Conversation Starter: Christian Message on Health Care

Health Care is a big topic right now, of course, with various new regulations and reform proposals and funding questions. It's a particularly personal topic because I happen to work for a large Catholic health care system. In our system, we often talk about how we are called as Christians to help provide and care for one another. I doubt that many Presbyterians would disagree with that assessment of how God asks us to treat one another.

This past weekend I was visiting with my parents who attend a very liberal UCC church. Their pastor recently preached on the nature of that expectation that we care for one another and how it relates to the business of health care. I didn't hear it personally, but my second-hand interpretation of it suggests that the discussion circled around how that Christian calling relates to our current national circumstances.

Given the nature of our commercial health care system in the US, what is our duty as Christians? Support not-for-profit systems? Support federalized solutions? What level of oversight and sponsorship and subsidy should the federal government have or not have?

I think those are tough questions for every Christian to wrestle with, and there are probably scholars who can provide point and counter-point in scripture to support and refute any position. Does being Christian or not really have anything to do with it?

What do you think?

1 comment:

John Shuck said...


Thanks for raising this question. I think being a Christian does impact social ethics and health care in particular. Oliver "Buzz" Thomas wrote a great piece on this in USA Today.

The specifics of how legislation is crafted is up for debate of course.
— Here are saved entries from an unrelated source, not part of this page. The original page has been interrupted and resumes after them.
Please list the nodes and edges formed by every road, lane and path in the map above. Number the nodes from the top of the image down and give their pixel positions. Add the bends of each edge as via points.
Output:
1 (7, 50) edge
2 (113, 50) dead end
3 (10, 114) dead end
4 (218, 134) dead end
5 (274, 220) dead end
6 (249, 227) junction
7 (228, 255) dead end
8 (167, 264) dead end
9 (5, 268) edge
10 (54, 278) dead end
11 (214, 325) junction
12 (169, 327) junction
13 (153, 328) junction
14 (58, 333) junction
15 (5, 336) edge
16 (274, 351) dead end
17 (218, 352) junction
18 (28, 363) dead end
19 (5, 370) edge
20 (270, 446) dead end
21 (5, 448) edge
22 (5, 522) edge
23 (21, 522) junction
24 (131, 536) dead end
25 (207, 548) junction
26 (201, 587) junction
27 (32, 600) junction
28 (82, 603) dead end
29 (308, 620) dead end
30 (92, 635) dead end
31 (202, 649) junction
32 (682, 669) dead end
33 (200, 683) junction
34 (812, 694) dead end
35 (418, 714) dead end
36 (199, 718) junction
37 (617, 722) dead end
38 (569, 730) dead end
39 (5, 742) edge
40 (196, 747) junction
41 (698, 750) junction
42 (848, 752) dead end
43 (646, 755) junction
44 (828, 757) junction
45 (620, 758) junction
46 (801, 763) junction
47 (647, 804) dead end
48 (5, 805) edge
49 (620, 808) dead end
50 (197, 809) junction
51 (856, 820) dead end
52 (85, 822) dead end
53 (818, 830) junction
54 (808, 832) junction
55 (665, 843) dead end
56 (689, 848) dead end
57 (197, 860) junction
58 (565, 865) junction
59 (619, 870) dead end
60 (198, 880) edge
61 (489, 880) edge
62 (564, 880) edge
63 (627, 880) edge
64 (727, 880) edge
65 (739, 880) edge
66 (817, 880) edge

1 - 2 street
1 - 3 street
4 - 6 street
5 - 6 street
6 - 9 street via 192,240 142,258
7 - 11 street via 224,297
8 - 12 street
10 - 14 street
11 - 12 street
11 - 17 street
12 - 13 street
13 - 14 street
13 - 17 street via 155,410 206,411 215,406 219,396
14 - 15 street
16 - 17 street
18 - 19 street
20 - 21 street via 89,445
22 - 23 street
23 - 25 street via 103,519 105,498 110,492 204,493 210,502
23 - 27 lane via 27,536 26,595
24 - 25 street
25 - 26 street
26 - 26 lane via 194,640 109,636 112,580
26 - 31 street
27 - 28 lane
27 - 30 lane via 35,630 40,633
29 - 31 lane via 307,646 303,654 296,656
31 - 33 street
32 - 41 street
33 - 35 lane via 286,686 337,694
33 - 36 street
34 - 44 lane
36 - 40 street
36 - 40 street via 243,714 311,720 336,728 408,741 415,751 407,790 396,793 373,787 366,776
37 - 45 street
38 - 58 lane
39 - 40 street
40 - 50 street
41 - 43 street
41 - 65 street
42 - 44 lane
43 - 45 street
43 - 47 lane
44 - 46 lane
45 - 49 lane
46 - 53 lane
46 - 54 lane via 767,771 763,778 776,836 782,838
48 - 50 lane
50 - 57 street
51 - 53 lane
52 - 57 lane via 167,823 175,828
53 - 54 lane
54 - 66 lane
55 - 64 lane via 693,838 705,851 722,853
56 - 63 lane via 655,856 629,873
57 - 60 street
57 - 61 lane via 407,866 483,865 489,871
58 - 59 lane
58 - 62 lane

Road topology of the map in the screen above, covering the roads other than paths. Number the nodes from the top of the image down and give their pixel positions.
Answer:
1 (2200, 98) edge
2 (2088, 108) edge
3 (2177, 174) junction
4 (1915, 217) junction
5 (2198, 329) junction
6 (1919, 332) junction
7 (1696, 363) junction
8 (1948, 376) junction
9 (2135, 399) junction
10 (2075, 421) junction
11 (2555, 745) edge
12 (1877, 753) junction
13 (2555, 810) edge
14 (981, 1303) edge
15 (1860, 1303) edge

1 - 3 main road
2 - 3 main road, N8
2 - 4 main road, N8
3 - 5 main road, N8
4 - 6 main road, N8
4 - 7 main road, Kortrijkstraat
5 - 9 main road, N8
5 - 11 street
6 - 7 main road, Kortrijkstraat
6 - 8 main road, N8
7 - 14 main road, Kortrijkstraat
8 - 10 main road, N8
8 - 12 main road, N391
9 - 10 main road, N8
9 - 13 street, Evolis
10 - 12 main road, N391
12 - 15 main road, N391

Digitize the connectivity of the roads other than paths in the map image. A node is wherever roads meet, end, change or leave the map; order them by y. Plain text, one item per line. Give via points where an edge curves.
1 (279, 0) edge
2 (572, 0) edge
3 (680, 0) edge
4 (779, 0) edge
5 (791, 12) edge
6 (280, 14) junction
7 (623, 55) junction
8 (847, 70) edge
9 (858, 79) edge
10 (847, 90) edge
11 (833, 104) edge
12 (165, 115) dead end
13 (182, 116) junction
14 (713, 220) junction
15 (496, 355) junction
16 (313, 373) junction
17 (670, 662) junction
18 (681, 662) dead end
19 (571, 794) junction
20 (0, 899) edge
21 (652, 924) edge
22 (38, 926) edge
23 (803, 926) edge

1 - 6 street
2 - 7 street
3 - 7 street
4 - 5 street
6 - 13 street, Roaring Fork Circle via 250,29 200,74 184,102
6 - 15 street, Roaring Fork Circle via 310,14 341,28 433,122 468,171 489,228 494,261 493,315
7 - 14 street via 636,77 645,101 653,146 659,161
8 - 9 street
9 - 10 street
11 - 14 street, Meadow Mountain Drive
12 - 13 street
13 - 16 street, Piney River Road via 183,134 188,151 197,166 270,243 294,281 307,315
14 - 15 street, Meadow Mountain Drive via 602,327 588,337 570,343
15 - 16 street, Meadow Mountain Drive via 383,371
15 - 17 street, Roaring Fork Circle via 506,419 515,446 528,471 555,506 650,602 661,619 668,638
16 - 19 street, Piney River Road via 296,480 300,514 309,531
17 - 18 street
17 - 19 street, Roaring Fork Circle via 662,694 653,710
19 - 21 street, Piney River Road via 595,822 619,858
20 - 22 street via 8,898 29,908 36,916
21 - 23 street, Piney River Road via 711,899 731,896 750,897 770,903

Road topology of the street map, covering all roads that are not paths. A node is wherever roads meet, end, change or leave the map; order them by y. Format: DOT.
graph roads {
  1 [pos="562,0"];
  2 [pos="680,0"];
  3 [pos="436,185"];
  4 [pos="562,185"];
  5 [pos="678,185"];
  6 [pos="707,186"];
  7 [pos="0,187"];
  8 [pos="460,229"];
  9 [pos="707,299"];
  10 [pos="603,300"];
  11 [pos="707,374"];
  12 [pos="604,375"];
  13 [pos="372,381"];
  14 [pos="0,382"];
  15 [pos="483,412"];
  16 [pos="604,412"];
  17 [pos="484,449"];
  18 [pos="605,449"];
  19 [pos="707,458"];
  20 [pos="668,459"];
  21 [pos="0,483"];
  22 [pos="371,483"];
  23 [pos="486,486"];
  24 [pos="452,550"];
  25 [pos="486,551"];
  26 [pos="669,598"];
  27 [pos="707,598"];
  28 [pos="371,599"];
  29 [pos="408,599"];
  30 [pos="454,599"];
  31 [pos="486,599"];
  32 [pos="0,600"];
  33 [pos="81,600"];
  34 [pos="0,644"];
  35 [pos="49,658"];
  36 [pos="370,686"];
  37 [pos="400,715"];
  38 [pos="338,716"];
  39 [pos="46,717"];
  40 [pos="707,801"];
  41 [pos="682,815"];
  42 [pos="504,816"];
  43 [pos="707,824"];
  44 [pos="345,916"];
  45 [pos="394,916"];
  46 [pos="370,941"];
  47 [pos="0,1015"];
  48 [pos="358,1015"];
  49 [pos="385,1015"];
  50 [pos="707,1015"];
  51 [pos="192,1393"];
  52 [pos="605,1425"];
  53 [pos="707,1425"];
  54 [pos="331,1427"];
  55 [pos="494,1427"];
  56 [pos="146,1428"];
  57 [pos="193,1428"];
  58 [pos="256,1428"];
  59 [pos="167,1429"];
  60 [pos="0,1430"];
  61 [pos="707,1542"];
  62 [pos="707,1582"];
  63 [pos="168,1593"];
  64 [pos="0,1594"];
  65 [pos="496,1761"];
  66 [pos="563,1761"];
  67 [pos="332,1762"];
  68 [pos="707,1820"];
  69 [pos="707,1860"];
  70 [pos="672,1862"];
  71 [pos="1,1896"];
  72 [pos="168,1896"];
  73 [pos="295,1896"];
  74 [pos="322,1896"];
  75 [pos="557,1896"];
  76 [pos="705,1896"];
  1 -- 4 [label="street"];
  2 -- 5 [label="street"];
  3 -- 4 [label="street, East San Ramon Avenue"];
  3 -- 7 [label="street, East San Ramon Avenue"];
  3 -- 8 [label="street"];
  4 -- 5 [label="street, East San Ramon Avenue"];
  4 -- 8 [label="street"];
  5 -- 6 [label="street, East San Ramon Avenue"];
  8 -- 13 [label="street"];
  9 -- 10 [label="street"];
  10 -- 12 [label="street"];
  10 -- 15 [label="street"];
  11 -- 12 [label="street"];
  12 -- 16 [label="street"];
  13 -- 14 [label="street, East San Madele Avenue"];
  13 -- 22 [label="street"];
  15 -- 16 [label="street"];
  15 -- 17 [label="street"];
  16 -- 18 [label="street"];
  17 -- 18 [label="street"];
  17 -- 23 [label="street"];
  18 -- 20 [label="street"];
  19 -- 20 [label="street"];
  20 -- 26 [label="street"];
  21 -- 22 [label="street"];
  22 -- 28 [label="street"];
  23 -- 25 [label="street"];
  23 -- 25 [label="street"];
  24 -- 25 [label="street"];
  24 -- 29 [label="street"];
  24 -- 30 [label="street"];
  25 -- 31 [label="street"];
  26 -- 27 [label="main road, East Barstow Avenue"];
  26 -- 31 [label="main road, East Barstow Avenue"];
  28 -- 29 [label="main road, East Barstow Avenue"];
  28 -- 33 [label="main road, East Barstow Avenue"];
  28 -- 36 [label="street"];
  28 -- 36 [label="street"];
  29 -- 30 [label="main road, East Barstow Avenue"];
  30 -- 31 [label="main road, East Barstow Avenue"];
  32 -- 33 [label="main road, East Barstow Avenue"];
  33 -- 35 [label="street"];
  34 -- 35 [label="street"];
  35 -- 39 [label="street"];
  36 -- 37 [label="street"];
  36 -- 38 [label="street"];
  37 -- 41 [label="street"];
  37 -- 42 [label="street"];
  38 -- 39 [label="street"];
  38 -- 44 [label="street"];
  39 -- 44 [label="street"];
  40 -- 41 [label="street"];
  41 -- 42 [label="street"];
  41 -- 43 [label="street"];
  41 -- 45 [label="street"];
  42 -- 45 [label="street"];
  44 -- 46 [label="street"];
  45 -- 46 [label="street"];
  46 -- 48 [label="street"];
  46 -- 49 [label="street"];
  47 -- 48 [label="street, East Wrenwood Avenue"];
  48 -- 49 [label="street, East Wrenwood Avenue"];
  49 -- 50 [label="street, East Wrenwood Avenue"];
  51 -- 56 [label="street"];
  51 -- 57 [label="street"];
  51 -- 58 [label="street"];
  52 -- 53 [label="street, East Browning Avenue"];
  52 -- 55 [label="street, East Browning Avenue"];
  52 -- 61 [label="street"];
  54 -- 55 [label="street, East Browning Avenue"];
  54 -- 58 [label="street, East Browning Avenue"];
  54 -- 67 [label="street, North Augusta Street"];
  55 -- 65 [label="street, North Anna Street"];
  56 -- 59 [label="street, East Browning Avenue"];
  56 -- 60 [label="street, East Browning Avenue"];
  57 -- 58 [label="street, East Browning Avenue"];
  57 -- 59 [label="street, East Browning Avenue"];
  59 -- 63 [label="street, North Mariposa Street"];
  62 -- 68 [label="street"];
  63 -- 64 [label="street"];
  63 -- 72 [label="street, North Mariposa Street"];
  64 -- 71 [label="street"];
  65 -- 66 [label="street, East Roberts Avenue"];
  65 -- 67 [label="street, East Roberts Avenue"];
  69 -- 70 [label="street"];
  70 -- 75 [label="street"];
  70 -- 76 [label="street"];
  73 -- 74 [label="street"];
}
The primary question of value, that is--is health care for all a value we hold--should be a strong "yes" for those who follow Jesus who healed those 'without an insurance card.'

Presbyterians (and Americans) value public education, and seek to ensure that all Americans receive k-12 education at public expense. It is good for individuals, it is good for society. Public education is a staple of our social infrastructure.

Access to health care should be no less a value.

Thanks, again, for this important discussion.